Naturalmente, ya había comprendido el significado de la peluca, la diadema y el perfume Blue Grass. No quería decírselo a Dora, porque todavía tenía esperanzas de convencerla de que colaborase conmigo, pero, a cada minuto que pasaba, más claro estaba que no me quedaba otro remedio: tendría que obligarla asustándola con lo que sabía de ella.
– Pero, claro, a ti no te importa ser cómplice de un crimen, ¿verdad, Dora? Porque ya lo has hecho una vez, ¿a que sí? Heinrich Rubusch estaba contigo la noche en que Max lo mató con el pincho. Eras la rubia de la diadema de diamantes, ¿no es eso? ¿No le importó al tipo aquel, cuando le enseñaste el conejo, que no fueras rubia natural?
– Era igual que todos los Fritz cuando ven un trocito de conejo. Lo único que le importaba era que chillase cuando lo acariciaba.
– Por favor, dime que Max no lo mató mientras lo hacíais.
– ¿Y a ti qué más te da? No hizo ningún ruido, ni siquiera sangró. Bueno, a lo mejor un poquito, nada más. Max lo secó con la casaca del pijama del tipo, pero no se veía ninguna marca. Increíble, la verdad. Y el hombre no sintió nada, créeme. No podía, que es más de lo que puedo decir yo. Rubusch quería un caballo de carreras, no una chica. Me dejó en la espalda unas marcas del cepillo del pelo que me duraron varios días. Por si quieres saberlo, ese gordo pervertido se lo merecía.
– Pero la puerta estaba cerrada por dentro, cuando lo encontramos. La llave estaba puesta todavía.
– Tú la abriste, ¿verdad? Yo la cerré del mismo modo.
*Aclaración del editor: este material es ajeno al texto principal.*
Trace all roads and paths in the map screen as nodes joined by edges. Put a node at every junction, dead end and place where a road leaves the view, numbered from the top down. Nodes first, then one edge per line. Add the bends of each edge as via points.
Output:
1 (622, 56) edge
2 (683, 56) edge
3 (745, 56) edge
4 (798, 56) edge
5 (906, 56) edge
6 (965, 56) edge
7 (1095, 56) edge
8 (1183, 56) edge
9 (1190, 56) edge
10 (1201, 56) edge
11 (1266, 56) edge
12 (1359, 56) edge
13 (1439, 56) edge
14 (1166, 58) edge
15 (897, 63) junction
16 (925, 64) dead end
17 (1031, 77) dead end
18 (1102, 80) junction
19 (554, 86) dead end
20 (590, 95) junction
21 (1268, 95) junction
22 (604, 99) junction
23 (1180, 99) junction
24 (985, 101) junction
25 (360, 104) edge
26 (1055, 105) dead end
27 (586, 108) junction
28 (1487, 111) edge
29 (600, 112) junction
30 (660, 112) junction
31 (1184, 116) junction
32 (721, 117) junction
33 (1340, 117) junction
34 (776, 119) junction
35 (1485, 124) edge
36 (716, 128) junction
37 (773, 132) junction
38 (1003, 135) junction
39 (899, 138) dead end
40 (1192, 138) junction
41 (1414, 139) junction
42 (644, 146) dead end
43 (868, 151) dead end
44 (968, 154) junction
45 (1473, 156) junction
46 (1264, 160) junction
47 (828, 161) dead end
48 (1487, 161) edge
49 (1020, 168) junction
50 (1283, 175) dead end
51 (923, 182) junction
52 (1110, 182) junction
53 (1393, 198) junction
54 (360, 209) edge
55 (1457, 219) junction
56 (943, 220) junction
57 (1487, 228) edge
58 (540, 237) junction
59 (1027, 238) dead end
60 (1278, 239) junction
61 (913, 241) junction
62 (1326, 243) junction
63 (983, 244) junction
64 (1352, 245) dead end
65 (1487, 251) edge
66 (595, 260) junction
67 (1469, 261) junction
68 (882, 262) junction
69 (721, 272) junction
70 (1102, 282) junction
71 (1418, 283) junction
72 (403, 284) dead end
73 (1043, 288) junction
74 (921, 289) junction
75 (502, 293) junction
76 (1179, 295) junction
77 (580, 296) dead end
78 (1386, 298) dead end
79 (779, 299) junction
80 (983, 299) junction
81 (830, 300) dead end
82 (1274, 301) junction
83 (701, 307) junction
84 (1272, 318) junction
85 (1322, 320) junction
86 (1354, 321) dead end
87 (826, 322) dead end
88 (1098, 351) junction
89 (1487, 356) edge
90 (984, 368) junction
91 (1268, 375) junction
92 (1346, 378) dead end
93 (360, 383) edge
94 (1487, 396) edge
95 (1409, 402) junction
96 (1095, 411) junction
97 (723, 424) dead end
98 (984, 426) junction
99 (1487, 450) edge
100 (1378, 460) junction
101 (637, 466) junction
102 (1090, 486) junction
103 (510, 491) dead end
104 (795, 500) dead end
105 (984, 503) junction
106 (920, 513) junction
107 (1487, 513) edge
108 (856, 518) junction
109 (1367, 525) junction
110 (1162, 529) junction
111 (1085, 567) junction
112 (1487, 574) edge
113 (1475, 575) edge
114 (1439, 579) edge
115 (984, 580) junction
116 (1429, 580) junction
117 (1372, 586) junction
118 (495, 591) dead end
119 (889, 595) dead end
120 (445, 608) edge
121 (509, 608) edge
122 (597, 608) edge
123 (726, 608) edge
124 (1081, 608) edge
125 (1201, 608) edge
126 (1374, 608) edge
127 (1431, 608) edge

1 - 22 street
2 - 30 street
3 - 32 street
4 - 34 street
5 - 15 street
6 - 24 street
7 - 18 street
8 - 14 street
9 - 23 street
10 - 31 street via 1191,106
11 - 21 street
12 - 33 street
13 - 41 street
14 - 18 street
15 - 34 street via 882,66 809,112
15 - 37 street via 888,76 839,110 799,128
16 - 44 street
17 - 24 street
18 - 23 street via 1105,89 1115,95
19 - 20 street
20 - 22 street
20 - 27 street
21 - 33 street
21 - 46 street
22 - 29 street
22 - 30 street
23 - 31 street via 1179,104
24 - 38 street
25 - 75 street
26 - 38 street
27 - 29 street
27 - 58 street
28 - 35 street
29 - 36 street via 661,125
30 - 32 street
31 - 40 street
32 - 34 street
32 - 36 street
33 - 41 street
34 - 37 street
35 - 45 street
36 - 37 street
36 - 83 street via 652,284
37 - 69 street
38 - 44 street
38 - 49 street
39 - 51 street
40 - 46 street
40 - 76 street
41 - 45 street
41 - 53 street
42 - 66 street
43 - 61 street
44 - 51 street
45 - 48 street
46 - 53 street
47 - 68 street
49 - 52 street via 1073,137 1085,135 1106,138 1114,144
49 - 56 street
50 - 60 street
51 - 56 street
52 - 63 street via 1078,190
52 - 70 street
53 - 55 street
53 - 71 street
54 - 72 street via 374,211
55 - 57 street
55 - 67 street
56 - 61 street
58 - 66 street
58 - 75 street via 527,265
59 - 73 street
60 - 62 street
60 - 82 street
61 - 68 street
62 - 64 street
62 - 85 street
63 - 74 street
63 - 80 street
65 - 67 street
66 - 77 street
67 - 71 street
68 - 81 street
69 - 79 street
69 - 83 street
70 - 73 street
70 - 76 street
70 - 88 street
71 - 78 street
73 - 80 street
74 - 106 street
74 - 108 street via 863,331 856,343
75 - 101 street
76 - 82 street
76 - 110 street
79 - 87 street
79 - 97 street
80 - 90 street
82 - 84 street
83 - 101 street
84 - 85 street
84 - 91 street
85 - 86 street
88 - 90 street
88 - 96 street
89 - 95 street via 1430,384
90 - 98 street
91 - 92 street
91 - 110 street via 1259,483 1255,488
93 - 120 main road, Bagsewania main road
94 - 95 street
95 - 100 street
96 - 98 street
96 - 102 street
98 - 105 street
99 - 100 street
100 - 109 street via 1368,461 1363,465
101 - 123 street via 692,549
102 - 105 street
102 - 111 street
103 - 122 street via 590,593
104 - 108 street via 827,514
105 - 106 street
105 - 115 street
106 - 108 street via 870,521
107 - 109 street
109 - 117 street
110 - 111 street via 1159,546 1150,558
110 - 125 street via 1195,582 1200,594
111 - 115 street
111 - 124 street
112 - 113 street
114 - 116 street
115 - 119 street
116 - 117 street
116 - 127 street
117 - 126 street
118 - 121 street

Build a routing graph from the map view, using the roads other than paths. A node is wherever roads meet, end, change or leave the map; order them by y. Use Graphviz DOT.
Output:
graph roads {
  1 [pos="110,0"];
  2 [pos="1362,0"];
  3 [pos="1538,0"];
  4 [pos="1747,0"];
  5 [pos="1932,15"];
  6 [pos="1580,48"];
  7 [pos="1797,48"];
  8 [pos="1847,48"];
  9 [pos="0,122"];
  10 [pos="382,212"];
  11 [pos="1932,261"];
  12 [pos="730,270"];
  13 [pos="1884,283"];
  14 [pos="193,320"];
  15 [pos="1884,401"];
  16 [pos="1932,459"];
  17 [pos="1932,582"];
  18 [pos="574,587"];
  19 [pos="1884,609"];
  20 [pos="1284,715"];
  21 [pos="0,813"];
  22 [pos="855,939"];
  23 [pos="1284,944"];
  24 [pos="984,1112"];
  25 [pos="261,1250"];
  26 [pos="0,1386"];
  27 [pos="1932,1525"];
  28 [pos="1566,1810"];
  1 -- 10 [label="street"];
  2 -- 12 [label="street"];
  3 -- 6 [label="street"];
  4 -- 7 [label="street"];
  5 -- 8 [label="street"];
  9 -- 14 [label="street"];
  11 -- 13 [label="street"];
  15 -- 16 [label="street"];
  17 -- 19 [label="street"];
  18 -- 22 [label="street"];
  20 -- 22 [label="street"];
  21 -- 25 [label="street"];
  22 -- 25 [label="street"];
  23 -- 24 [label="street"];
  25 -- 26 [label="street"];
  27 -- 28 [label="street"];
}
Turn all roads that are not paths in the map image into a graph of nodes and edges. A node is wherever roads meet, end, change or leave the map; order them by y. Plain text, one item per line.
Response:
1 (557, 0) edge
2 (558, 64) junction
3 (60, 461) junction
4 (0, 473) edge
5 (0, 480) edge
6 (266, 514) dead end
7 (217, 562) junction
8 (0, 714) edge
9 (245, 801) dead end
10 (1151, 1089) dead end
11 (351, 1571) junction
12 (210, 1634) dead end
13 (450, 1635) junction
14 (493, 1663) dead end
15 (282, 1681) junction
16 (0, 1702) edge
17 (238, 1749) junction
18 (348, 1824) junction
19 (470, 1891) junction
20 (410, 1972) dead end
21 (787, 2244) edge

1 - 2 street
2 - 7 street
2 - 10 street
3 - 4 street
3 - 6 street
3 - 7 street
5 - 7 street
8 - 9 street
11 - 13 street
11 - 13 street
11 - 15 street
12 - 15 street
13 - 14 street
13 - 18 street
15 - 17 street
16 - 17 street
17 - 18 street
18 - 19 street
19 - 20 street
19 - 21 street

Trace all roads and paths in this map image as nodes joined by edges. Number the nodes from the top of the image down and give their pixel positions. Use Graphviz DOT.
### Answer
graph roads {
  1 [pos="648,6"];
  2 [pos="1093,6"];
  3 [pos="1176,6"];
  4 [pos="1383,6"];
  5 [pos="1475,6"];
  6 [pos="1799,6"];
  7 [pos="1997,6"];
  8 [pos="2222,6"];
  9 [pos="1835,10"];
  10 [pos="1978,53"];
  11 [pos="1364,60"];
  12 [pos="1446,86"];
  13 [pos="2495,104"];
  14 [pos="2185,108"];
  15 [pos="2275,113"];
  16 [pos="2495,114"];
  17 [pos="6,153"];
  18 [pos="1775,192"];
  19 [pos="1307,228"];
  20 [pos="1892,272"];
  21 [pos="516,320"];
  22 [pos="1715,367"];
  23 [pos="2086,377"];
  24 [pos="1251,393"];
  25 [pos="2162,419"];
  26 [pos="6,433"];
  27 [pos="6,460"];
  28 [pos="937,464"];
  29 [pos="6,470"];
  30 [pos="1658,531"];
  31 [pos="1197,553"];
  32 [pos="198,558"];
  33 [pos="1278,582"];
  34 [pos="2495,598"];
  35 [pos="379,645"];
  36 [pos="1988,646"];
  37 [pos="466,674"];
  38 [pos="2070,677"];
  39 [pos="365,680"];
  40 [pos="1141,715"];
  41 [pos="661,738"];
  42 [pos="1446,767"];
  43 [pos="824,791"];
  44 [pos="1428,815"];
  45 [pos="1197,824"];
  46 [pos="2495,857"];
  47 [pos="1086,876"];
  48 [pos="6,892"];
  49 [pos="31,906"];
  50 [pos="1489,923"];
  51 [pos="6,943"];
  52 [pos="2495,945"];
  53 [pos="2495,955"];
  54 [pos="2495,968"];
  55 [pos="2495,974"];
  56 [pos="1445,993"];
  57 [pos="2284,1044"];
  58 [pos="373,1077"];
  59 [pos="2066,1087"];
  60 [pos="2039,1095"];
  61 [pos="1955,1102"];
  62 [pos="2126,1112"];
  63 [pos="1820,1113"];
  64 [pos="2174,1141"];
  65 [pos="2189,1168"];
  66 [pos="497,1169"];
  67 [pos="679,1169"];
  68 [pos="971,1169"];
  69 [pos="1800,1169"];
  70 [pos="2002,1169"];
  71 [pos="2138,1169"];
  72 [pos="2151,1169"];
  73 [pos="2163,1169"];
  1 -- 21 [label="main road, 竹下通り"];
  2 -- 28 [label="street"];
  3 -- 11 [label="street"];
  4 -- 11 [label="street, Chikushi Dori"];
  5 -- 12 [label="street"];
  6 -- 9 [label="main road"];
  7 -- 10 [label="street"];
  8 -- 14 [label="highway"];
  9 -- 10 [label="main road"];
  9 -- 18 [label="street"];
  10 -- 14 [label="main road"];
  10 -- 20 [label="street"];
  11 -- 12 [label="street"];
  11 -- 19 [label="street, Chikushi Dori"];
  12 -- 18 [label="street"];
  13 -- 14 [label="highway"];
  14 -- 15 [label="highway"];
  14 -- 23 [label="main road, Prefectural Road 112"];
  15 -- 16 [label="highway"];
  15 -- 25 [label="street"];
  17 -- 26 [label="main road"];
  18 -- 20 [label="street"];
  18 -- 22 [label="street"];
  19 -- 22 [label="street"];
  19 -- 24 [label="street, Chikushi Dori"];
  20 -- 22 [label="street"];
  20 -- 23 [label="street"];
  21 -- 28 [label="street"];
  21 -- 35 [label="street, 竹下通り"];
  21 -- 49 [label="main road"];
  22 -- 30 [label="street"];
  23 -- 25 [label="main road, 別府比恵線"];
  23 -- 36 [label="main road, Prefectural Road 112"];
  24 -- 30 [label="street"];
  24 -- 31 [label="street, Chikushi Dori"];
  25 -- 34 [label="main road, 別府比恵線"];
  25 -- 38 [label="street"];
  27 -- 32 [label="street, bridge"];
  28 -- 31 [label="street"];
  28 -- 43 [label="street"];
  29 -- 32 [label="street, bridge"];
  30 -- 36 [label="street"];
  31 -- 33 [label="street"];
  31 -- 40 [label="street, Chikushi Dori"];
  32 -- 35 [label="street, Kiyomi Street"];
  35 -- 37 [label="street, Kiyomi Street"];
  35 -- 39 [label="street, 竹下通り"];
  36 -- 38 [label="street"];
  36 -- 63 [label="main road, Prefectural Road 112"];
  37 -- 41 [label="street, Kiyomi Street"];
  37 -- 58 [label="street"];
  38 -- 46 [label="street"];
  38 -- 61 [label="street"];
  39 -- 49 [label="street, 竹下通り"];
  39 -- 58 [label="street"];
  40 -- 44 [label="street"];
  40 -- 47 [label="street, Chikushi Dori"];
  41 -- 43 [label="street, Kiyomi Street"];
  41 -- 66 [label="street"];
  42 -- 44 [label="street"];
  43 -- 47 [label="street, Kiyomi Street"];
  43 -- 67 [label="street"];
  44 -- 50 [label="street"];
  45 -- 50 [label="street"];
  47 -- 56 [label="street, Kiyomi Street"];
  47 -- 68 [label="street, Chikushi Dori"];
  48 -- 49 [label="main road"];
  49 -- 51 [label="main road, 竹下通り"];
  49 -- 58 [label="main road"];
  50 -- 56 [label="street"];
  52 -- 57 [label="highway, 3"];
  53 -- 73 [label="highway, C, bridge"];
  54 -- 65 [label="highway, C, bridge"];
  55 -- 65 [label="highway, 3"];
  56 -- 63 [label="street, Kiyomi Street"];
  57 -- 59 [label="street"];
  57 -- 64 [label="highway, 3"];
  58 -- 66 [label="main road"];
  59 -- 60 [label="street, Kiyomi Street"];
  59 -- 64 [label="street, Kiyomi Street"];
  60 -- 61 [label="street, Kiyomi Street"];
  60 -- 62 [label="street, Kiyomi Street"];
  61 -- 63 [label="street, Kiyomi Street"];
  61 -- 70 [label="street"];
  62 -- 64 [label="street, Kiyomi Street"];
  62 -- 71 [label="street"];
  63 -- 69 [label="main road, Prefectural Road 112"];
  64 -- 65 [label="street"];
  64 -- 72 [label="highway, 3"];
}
Muchas prostitutas de hotel llevan llaves maestras o falsas… o saben dónde encontrarlas. A veces, algún cliente no te da propina. A veces te ponen en la boca un caramelo demasiado tentador para dejarlo pasar, conque esperas fuera un rato y, cuando se marchan, entras otra vez y lo coges. ¡Menudo detective de hotel estás hecho, Gunther! El otro gorila, ¿cómo se llamaba? El borracho. Muller. Él hacía muy bien su papel. Fue él quien me vendió una llave falsa y una buena llave maestra. A cambio, bueno, imagínate lo que quería. Al menos, la primera vez. La noche en que Max mató a Rubusch me topé con él y tuve que meterle unos billetes en el bolsillo.
– De los que te había dado Rubusch.
– Claro.
Ya había desistido de encontrar el destornillador. Estaba repasando la calderilla que llevaba, a ver si alguna moneda encajaba en la cabeza de los tornillos de la loseta de la cisterna. No, ninguna. Lo único que podría servirme fue una grapa de plata para sujetar billetes -regalo de boda de mi difunta esposa- y me pasé unos cuantos minutos intentando aflojar un tornillo con ella, pero lo único que conseguí fue estropear el doblez. Tal como pintaban las cosas, muy pronto tendría ocasión de pedir disculpas a mi mujer, si no personalmente, de una manera parecida.